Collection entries
━━━━━━━━━━━━━━━━━━━━━━━━━━━━━━
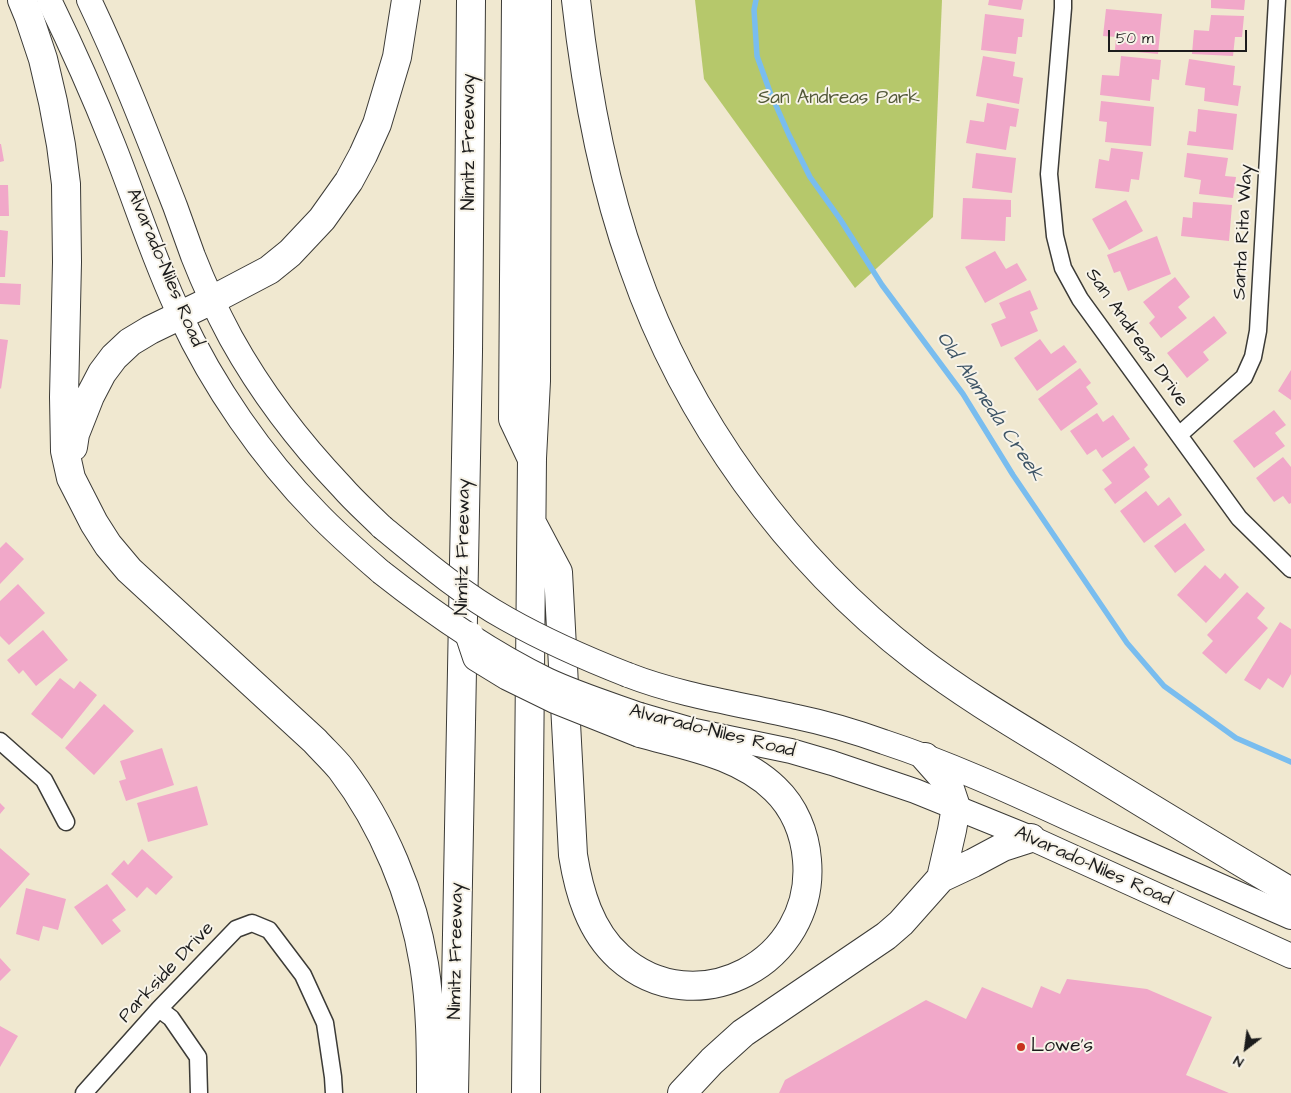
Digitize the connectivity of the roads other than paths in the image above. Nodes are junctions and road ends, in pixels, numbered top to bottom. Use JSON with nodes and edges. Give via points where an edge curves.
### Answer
{"nodes":[{"id":1,"x":22,"y":0,"type":"edge"},
{"id":2,"x":49,"y":0,"type":"edge"},
{"id":3,"x":88,"y":0,"type":"edge"},
{"id":4,"x":406,"y":0,"type":"edge"},
{"id":5,"x":471,"y":0,"type":"edge"},
{"id":6,"x":516,"y":0,"type":"edge"},
{"id":7,"x":537,"y":0,"type":"edge"},
{"id":8,"x":576,"y":0,"type":"edge"},
{"id":9,"x":1063,"y":0,"type":"edge"},
{"id":10,"x":1277,"y":0,"type":"edge"},
{"id":11,"x":212,"y":300,"type":"junction"},
{"id":12,"x":180,"y":315,"type":"junction"},
{"id":13,"x":1179,"y":435,"type":"junction"},
{"id":14,"x":532,"y":458,"type":"junction"},
{"id":15,"x":71,"y":478,"type":"junction"},
{"id":16,"x":531,"y":522,"type":"junction"},
{"id":17,"x":1291,"y":569,"type":"edge"},
{"id":18,"x":470,"y":636,"type":"joint"},
{"id":19,"x":640,"y":724,"type":"junction"},
{"id":20,"x":0,"y":741,"type":"edge"},
{"id":21,"x":925,"y":756,"type":"junction"},
{"id":22,"x":956,"y":807,"type":"junction"},
{"id":23,"x":66,"y":822,"type":"dead end"},
{"id":24,"x":1031,"y":838,"type":"junction"},
{"id":25,"x":941,"y":878,"type":"junction"},
{"id":26,"x":1291,"y":892,"type":"edge"},
{"id":27,"x":1291,"y":917,"type":"edge"},
{"id":28,"x":1291,"y":956,"type":"edge"},
{"id":29,"x":159,"y":1009,"type":"junction"},
{"id":30,"x":84,"y":1093,"type":"edge"},
{"id":31,"x":199,"y":1093,"type":"edge"},
{"id":32,"x":334,"y":1093,"type":"edge"},
{"id":33,"x":431,"y":1093,"type":"edge"},
{"id":34,"x":454,"y":1093,"type":"edge"},
{"id":35,"x":526,"y":1093,"type":"edge"},
{"id":36,"x":682,"y":1093,"type":"edge"}],
"edges":[{"from":1,"to":15,"type":"highway","via":[[54,102],[66,184],[68,262],[64,450]]},
{"from":2,"to":12,"type":"main road","name":"Alvarado-Niles Road","via":[[112,141]]},
{"from":3,"to":11,"type":"main road","name":"Alvarado-Niles Road","via":[[122,73]]},
{"from":4,"to":11,"type":"highway","via":[[397,56],[377,124],[349,181],[322,219],[290,253],[268,270]]},
{"from":5,"to":34,"type":"highway","name":"Nimitz Freeway","via":[[468,362]]},
{"from":6,"to":14,"type":"highway","via":[[513,419]]},
{"from":7,"to":14,"type":"highway","via":[[536,371]]},
{"from":8,"to":26,"type":"highway","via":[[586,76],[607,181],[633,267],[660,334],[712,432],[792,540],[852,604],[918,659],[990,709]]},
{"from":9,"to":13,"type":"street","name":"San Andreas Drive","via":[[1049,174],[1055,236],[1063,268],[1080,299]]},
{"from":10,"to":13,"type":"street","name":"Santa Rita Way","via":[[1258,331],[1253,357],[1244,377]]},
{"from":11,"to":12,"type":"highway"},
{"from":11,"to":21,"type":"main road","name":"Alvarado-Niles Road","bridge":true,"via":[[259,383],[313,456],[382,527],[422,561],[506,619],[550,642],[640,679],[799,717]]},
{"from":12,"to":15,"type":"highway","via":[[130,342],[102,373],[75,434]]},
{"from":12,"to":18,"type":"main road","name":"Alvarado-Niles Road","bridge":true,"via":[[230,403],[276,467],[316,512],[381,572]]},
{"from":13,"to":17,"type":"street","name":"San Andreas Drive","via":[[1239,518]]},
{"from":14,"to":16,"type":"highway"},
{"from":15,"to":33,"type":"highway","via":[[94,523],[129,570],[315,741],[358,792],[398,872],[422,955],[428,995]]},
{"from":16,"to":19,"type":"highway","via":[[558,572],[573,856],[577,879],[592,920],[619,957],[656,979],[701,985],[743,974],[778,948],[801,913],[807,892],[808,869],[800,826],[775,789],[755,774],[725,757]]},
{"from":16,"to":35,"type":"highway"},
{"from":18,"to":19,"type":"highway","bridge":true,"via":[[478,657],[508,676],[554,699]]},
{"from":19,"to":22,"type":"main road","name":"Alvarado-Niles Road","via":[[695,731],[791,751]]},
{"from":20,"to":23,"type":"street","via":[[44,780]]},
{"from":21,"to":22,"type":"highway","via":[[948,783]]},
{"from":21,"to":27,"type":"main road","name":"Alvarado-Niles Road"},
{"from":22,"to":24,"type":"main road","name":"Alvarado-Niles Road"},
{"from":22,"to":25,"type":"highway"},
{"from":24,"to":25,"type":"highway","via":[[1002,847]]},
{"from":24,"to":28,"type":"main road","name":"Alvarado-Niles Road"},
{"from":25,"to":36,"type":"highway","via":[[886,936],[744,1033]]},
{"from":29,"to":30,"type":"street","name":"Parkside Drive"},
{"from":29,"to":31,"type":"street","via":[[171,1018],[198,1057]]},
{"from":29,"to":32,"type":"street","name":"Parkside Drive","via":[[236,929],[252,923],[269,930],[303,975],[325,1023]]}]}
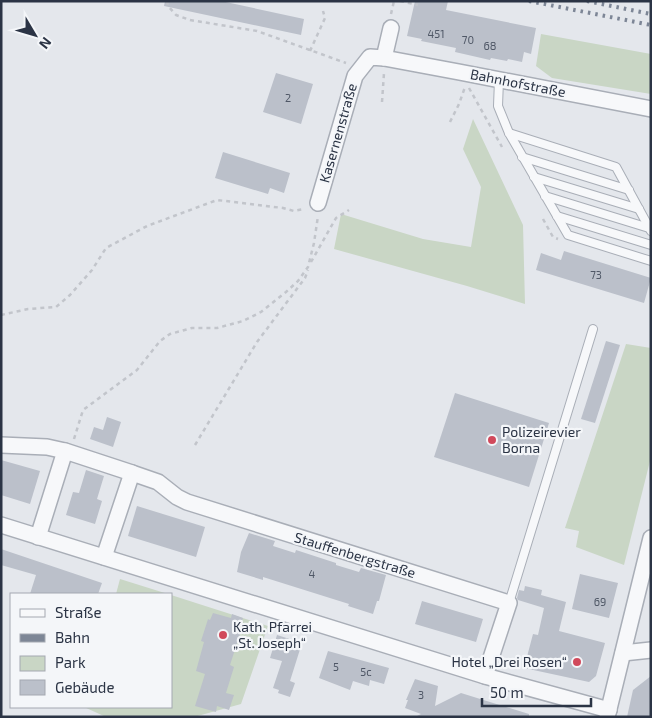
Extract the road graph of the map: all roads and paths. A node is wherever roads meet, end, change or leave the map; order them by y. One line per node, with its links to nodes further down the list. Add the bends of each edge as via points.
1 (167, 1): 6 (path, via 176,15 190,20 257,31)
2 (400, 1): 3 (path)
3 (418, 5)
4 (323, 11): 6 (path, via 325,18)
5 (390, 28): 7 (street)
6 (310, 51): 8 (path, via 342,63)
7 (385, 64): 8 (street, Bahnhofstraße, via 370,57); 9 (street, Bahnhofstraße); 10 (path)
8 (362, 66): 19 (street, Kasernenstraße, via 355,76)
9 (500, 80): 11 (street, Bahnhofstraße); 13 (lane, via 498,106)
10 (382, 102)
11 (651, 109)
12 (450, 122): 14 (path, via 466,83)
13 (509, 133): 15 (lane); 17 (lane, via 616,167)
14 (502, 147)
15 (522, 157): 16 (lane); 17 (lane)
16 (534, 177): 18 (lane); 20 (lane)
17 (629, 190): 20 (lane)
18 (545, 196): 22 (lane); 23 (lane)
19 (318, 203): 26 (path); 27 (path, via 294,211 217,200 147,226 106,248 92,270 56,307)
20 (639, 209): 23 (lane)
21 (349, 210): 26 (path, via 336,218)
22 (557, 216): 24 (lane); 25 (lane, via 568,236)
23 (650, 230)
24 (651, 245)
25 (651, 261)
26 (308, 267): 29 (path, via 305,278 257,342); 31 (path, via 298,281 261,312 217,328 192,328 170,334 160,341 137,370 83,410)
27 (1, 315)
28 (593, 329): 37 (lane)
29 (196, 444)
30 (1, 445): 31 (street, Stauffenbergstraße, via 47,446)
31 (67, 452): 32 (street, Stauffenbergstraße); 34 (street)
32 (132, 473): 36 (street); 37 (street, Stauffenbergstraße, via 158,482 177,497 205,508)
33 (1, 525): 34 (street)
34 (38, 536): 36 (street)
35 (651, 538): 39 (street)
36 (104, 557): 40 (street)
37 (509, 603): 40 (street)
38 (651, 650): 39 (street)
39 (623, 653): 41 (street)
40 (485, 676): 41 (street)
41 (608, 713)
━━━━━━━━━━━━━━━━━━━━━━━━━━━━━━
What you are asked to do:
Transcribe all of the data above verbatim but omit every picture.

Answer space:
Digitize the connectivity of the roads other than paths in the image above. Nodes are junctions and road ends, in pixels, numbered top to bottom. Use JSON with nodes and edges. Give via points where an edge curves.
### Answer
{"nodes":[{"id":1,"x":22,"y":0,"type":"edge"},
{"id":2,"x":49,"y":0,"type":"edge"},
{"id":3,"x":88,"y":0,"type":"edge"},
{"id":4,"x":406,"y":0,"type":"edge"},
{"id":5,"x":471,"y":0,"type":"edge"},
{"id":6,"x":516,"y":0,"type":"edge"},
{"id":7,"x":537,"y":0,"type":"edge"},
{"id":8,"x":576,"y":0,"type":"edge"},
{"id":9,"x":1063,"y":0,"type":"edge"},
{"id":10,"x":1277,"y":0,"type":"edge"},
{"id":11,"x":212,"y":300,"type":"junction"},
{"id":12,"x":180,"y":315,"type":"junction"},
{"id":13,"x":1179,"y":435,"type":"junction"},
{"id":14,"x":532,"y":458,"type":"junction"},
{"id":15,"x":71,"y":478,"type":"junction"},
{"id":16,"x":531,"y":522,"type":"junction"},
{"id":17,"x":1291,"y":569,"type":"edge"},
{"id":18,"x":470,"y":636,"type":"joint"},
{"id":19,"x":640,"y":724,"type":"junction"},
{"id":20,"x":0,"y":741,"type":"edge"},
{"id":21,"x":925,"y":756,"type":"junction"},
{"id":22,"x":956,"y":807,"type":"junction"},
{"id":23,"x":66,"y":822,"type":"dead end"},
{"id":24,"x":1031,"y":838,"type":"junction"},
{"id":25,"x":941,"y":878,"type":"junction"},
{"id":26,"x":1291,"y":892,"type":"edge"},
{"id":27,"x":1291,"y":917,"type":"edge"},
{"id":28,"x":1291,"y":956,"type":"edge"},
{"id":29,"x":159,"y":1009,"type":"junction"},
{"id":30,"x":84,"y":1093,"type":"edge"},
{"id":31,"x":199,"y":1093,"type":"edge"},
{"id":32,"x":334,"y":1093,"type":"edge"},
{"id":33,"x":431,"y":1093,"type":"edge"},
{"id":34,"x":454,"y":1093,"type":"edge"},
{"id":35,"x":526,"y":1093,"type":"edge"},
{"id":36,"x":682,"y":1093,"type":"edge"}],
"edges":[{"from":1,"to":15,"type":"highway","via":[[54,102],[66,184],[68,262],[64,450]]},
{"from":2,"to":12,"type":"main road","name":"Alvarado-Niles Road","via":[[112,141]]},
{"from":3,"to":11,"type":"main road","name":"Alvarado-Niles Road","via":[[122,73]]},
{"from":4,"to":11,"type":"highway","via":[[397,56],[377,124],[349,181],[322,219],[290,253],[268,270]]},
{"from":5,"to":34,"type":"highway","name":"Nimitz Freeway","via":[[468,362]]},
{"from":6,"to":14,"type":"highway","via":[[513,419]]},
{"from":7,"to":14,"type":"highway","via":[[536,371]]},
{"from":8,"to":26,"type":"highway","via":[[586,76],[607,181],[633,267],[660,334],[712,432],[792,540],[852,604],[918,659],[990,709]]},
{"from":9,"to":13,"type":"street","name":"San Andreas Drive","via":[[1049,174],[1055,236],[1063,268],[1080,299]]},
{"from":10,"to":13,"type":"street","name":"Santa Rita Way","via":[[1258,331],[1253,357],[1244,377]]},
{"from":11,"to":12,"type":"highway"},
{"from":11,"to":21,"type":"main road","name":"Alvarado-Niles Road","bridge":true,"via":[[259,383],[313,456],[382,527],[422,561],[506,619],[550,642],[640,679],[799,717]]},
{"from":12,"to":15,"type":"highway","via":[[130,342],[102,373],[75,434]]},
{"from":12,"to":18,"type":"main road","name":"Alvarado-Niles Road","bridge":true,"via":[[230,403],[276,467],[316,512],[381,572]]},
{"from":13,"to":17,"type":"street","name":"San Andreas Drive","via":[[1239,518]]},
{"from":14,"to":16,"type":"highway"},
{"from":15,"to":33,"type":"highway","via":[[94,523],[129,570],[315,741],[358,792],[398,872],[422,955],[428,995]]},
{"from":16,"to":19,"type":"highway","via":[[558,572],[573,856],[577,879],[592,920],[619,957],[656,979],[701,985],[743,974],[778,948],[801,913],[807,892],[808,869],[800,826],[775,789],[755,774],[725,757]]},
{"from":16,"to":35,"type":"highway"},
{"from":18,"to":19,"type":"highway","bridge":true,"via":[[478,657],[508,676],[554,699]]},
{"from":19,"to":22,"type":"main road","name":"Alvarado-Niles Road","via":[[695,731],[791,751]]},
{"from":20,"to":23,"type":"street","via":[[44,780]]},
{"from":21,"to":22,"type":"highway","via":[[948,783]]},
{"from":21,"to":27,"type":"main road","name":"Alvarado-Niles Road"},
{"from":22,"to":24,"type":"main road","name":"Alvarado-Niles Road"},
{"from":22,"to":25,"type":"highway"},
{"from":24,"to":25,"type":"highway","via":[[1002,847]]},
{"from":24,"to":28,"type":"main road","name":"Alvarado-Niles Road"},
{"from":25,"to":36,"type":"highway","via":[[886,936],[744,1033]]},
{"from":29,"to":30,"type":"street","name":"Parkside Drive"},
{"from":29,"to":31,"type":"street","via":[[171,1018],[198,1057]]},
{"from":29,"to":32,"type":"street","name":"Parkside Drive","via":[[236,929],[252,923],[269,930],[303,975],[325,1023]]}]}
Extract the road graph of the map: all roads and paths. A node is wherever roads meet, end, change or leave the map; order them by y. One line per node, with its links to nodes further down the list. Add the bends of each edge as via points.
1 (167, 1): 6 (path, via 176,15 190,20 257,31)
2 (400, 1): 3 (path)
3 (418, 5)
4 (323, 11): 6 (path, via 325,18)
5 (390, 28): 7 (street)
6 (310, 51): 8 (path, via 342,63)
7 (385, 64): 8 (street, Bahnhofstraße, via 370,57); 9 (street, Bahnhofstraße); 10 (path)
8 (362, 66): 19 (street, Kasernenstraße, via 355,76)
9 (500, 80): 11 (street, Bahnhofstraße); 13 (lane, via 498,106)
10 (382, 102)
11 (651, 109)
12 (450, 122): 14 (path, via 466,83)
13 (509, 133): 15 (lane); 17 (lane, via 616,167)
14 (502, 147)
15 (522, 157): 16 (lane); 17 (lane)
16 (534, 177): 18 (lane); 20 (lane)
17 (629, 190): 20 (lane)
18 (545, 196): 22 (lane); 23 (lane)
19 (318, 203): 26 (path); 27 (path, via 294,211 217,200 147,226 106,248 92,270 56,307)
20 (639, 209): 23 (lane)
21 (349, 210): 26 (path, via 336,218)
22 (557, 216): 24 (lane); 25 (lane, via 568,236)
23 (650, 230)
24 (651, 245)
25 (651, 261)
26 (308, 267): 29 (path, via 305,278 257,342); 31 (path, via 298,281 261,312 217,328 192,328 170,334 160,341 137,370 83,410)
27 (1, 315)
28 (593, 329): 37 (lane)
29 (196, 444)
30 (1, 445): 31 (street, Stauffenbergstraße, via 47,446)
31 (67, 452): 32 (street, Stauffenbergstraße); 34 (street)
32 (132, 473): 36 (street); 37 (street, Stauffenbergstraße, via 158,482 177,497 205,508)
33 (1, 525): 34 (street)
34 (38, 536): 36 (street)
35 (651, 538): 39 (street)
36 (104, 557): 40 (street)
37 (509, 603): 40 (street)
38 (651, 650): 39 (street)
39 (623, 653): 41 (street)
40 (485, 676): 41 (street)
41 (608, 713)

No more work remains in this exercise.